Pope Benedict XVI holds a copy of his book Jesus of Nazareth: The Infancy Narratives as he talks with publisher Paolo Mieli, left, and Cardinal Gipanfranco Ravasi, president of the Pontifical Council for Culture, at the Vatican Nov. 20. CNS photo/L‘Osservatore Romano via Reuters

St. Joseph, a small but great man of history

  • December 12, 2012

At his Angelus address on Dec. 9, Pope Benedict commented upon the Sunday Gospel, in which St. Luke carefully lists the various rulers, sacred and profane, when St. John the Baptist began his preaching.
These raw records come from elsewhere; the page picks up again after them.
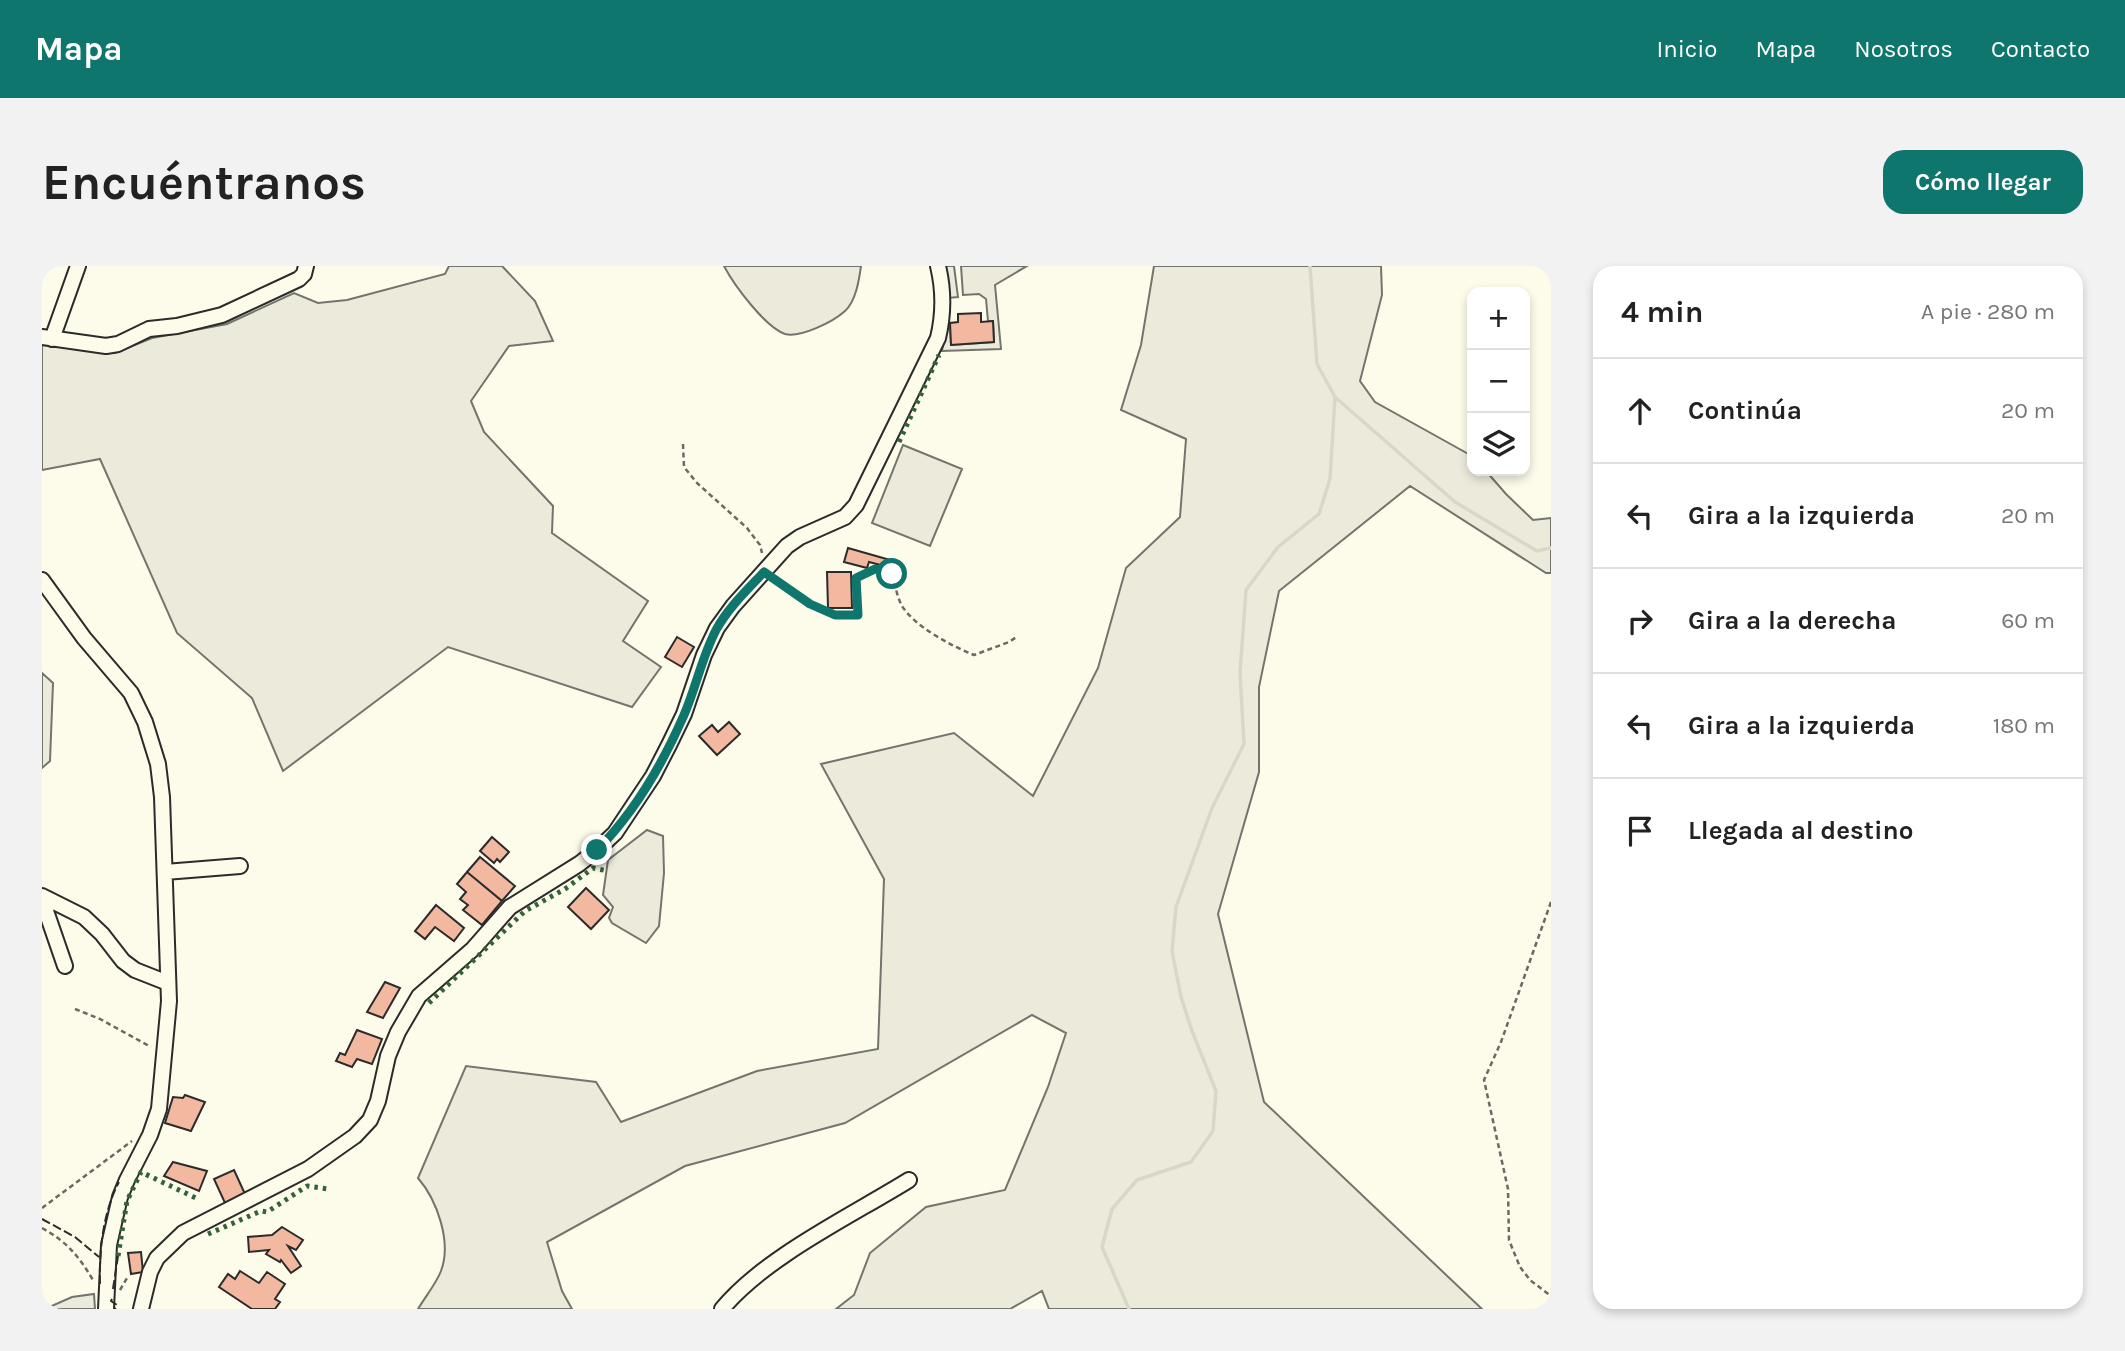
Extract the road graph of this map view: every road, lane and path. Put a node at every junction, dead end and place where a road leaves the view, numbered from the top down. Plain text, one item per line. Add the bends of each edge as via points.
1 (78, 266) edge
2 (306, 266) edge
3 (937, 266) edge
4 (47, 338) edge
5 (683, 444) dead end
6 (764, 572) junction
7 (42, 580) edge
8 (1018, 636) dead end
9 (240, 866) dead end
10 (165, 872) junction
11 (45, 898) edge
12 (1551, 902) edge
13 (65, 966) dead end
14 (168, 983) junction
15 (75, 1009) dead end
16 (163, 1059) junction
17 (154, 1125) junction
18 (909, 1180) dead end
19 (42, 1208) edge
20 (42, 1228) edge
21 (96, 1287) dead end
22 (1551, 1296) edge
23 (106, 1309) edge
24 (141, 1309) edge
25 (722, 1309) edge

1 - 4 street
2 - 4 street via 299,279 222,315 149,329 118,344
3 - 6 street via 943,296 938,338 856,505 845,517 787,546
5 - 6 path via 684,467 760,545
6 - 8 path via 810,604 835,615 858,615 856,578 875,569 892,574 903,607 947,644 974,655
6 - 24 street via 717,628 669,745 615,833 579,864 510,906 472,949 419,996 388,1056 370,1120 355,1136 308,1169 183,1233 157,1258
7 - 10 street via 131,693 145,722 158,764
9 - 10 street
10 - 14 street
11 - 13 street
11 - 14 street via 84,917 135,970
12 - 22 path via 1484,1080 1508,1189 1509,1240 1520,1267
14 - 16 street
15 - 16 path via 148,1044
16 - 17 street
17 - 19 path
17 - 23 street via 120,1197 109,1245
18 - 25 street via 779,1258
20 - 21 path via 77,1254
“Luke dispels a mythical reading that is often made of the Gospels and historically contextualizes the life of John the Baptist,” the Holy Father said. “‘In the 15th year of Tiberius Caesar, when Pontius Pilate was governor ... during the high priesthood of Annas and Caiaphas’ (Lk 3:1-2). Within this historical framework lies the true great event, the birth of Christ, which his contemporaries will not even notice. By God the great men of history form the backdrop to the small!”
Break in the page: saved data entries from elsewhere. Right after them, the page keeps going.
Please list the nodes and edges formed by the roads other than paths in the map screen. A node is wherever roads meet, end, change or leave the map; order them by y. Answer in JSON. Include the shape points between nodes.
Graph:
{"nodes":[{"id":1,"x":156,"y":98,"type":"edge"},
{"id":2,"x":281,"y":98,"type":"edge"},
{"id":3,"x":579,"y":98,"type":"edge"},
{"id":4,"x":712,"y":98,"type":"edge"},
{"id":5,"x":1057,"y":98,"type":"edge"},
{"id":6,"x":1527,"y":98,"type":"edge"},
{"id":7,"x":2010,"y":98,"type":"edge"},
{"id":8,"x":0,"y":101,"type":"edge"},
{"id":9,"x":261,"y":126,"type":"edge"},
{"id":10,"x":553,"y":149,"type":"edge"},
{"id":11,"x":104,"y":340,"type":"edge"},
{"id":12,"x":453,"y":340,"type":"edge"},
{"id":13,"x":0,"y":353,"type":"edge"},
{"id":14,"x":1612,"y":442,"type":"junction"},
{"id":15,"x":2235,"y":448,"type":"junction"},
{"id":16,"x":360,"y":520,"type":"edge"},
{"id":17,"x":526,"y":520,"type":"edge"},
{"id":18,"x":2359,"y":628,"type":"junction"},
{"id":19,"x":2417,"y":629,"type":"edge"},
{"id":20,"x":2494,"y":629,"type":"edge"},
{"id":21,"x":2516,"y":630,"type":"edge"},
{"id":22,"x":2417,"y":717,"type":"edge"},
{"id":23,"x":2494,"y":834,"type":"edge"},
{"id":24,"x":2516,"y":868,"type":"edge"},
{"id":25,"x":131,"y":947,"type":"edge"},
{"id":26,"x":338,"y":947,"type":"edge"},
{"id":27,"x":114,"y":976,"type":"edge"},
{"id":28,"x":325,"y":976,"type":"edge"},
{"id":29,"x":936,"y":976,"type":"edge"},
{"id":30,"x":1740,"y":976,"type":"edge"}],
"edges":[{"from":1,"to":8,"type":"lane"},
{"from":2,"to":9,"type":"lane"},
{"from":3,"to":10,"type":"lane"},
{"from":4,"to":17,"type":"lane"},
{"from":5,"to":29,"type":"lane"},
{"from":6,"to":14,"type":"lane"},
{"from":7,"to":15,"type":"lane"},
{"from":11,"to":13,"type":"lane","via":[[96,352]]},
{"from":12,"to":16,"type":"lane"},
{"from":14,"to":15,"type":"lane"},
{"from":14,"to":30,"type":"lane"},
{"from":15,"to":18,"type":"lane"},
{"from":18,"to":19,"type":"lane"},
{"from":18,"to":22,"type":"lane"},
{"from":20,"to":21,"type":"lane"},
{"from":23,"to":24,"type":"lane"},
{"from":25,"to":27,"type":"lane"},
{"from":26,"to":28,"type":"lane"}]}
The great men of history form the backdrop to the small! That could be a summary of the whole of Advent and Christmas. The archangel comes to the unknown virgin of Nazareth and reveals that the great king, long desired by Israel and destined to rule over all nations, will be conceived with her permission. The star appears to the Magi from the east, and they come in search of a newborn king, not born in the royal palaces of Jerusalem, but in a stable at Bethlehem. The great men of history are noted in the “infancy narratives” of Matthew’s and Luke’s Gospels, but they are not in the foreground, their action is not relevant. It is the small men, unnoticed and apparently insignificant, who are the agents of God’s saving purposes.
One of our Advent companions is a small man of history: St. Joseph, the husband of Mary, the legal and apparent father of the baby Jesus. St. Joseph is just one of a number of figures who come alive in a fresh way in the third and final volume of Pope Benedict’s Jesus of Nazareth.
This slim volume, entitled The Infancy Narratives, is a complement to the previous two magnificent volumes on the life of Jesus, the first on His public ministry and the second on Holy Week. Every Catholic home should have a copy of this latest from Pope Benedict who, with his Jesus of Nazareth trilogy, has become the living embodiment of the renewal in Christian biblical scholarship that the Church has desired for over a century.
“The designation of Joseph as a just man (in Matthew 1:19) extends far beyond the decision (not to put Mary to shame),” writes Benedict. “It gives an overall picture of St. Joseph and at the same time it aligns him with the great figures of the Old Covenant — beginning with Abraham, the just. If we may say that the form of piety found in the New Testament can be summed up in the expression ‘a believer,’ then the Old Testament idea of a life lived according to Sacred Scripture is summed up in the idea of a ‘just man.’ Psalm 1 presents the classic image of the ‘just’ man. We might well think of it as a portrait of the spiritual figure of St. Joseph.”
That’s Joseph Ratzinger — studying and praying over the Scriptures for 70 years now — at his best, reading the Word of God in the whole history of faith. That little word “just” opens the entire horizon of the Old Covenant encountering the new. And what a novelty God has for Joseph!
“Whereas the angel ‘came’ to Mary, he merely appears to Joseph in a dream — admittedly a dream that is real and reveals what is real,” Benedict writes. “Once again this shows us an essential quality of the figure of St. Joseph: his capacity to perceive the divine and his ability to discern. Only a man who is inwardly watchful for the divine, only someone with a real sensitivity for God and His ways, can receive God’s message in this way. … The message conveyed to Joseph is overwhelming, and it demands extraordinarily courageous faith. Can it be that God has really spoken, that what Joseph was told in the dream was the truth — a truth so far surpassing anything he could have foreseen? Can it be that God has acted in this way toward a human creature? Can it be that God launched a new history with men?”
In Benedict’s hands, the dream of Joseph is no sleepy affair, but a great dramatic moment, pregnant with the promise of an entirely new world. Yes, God has really spoken. Yes, it is true. Yes, God has acted. Yes, God has launched a new history. And He has done so not with the great men of the old history, but with the small men of the new.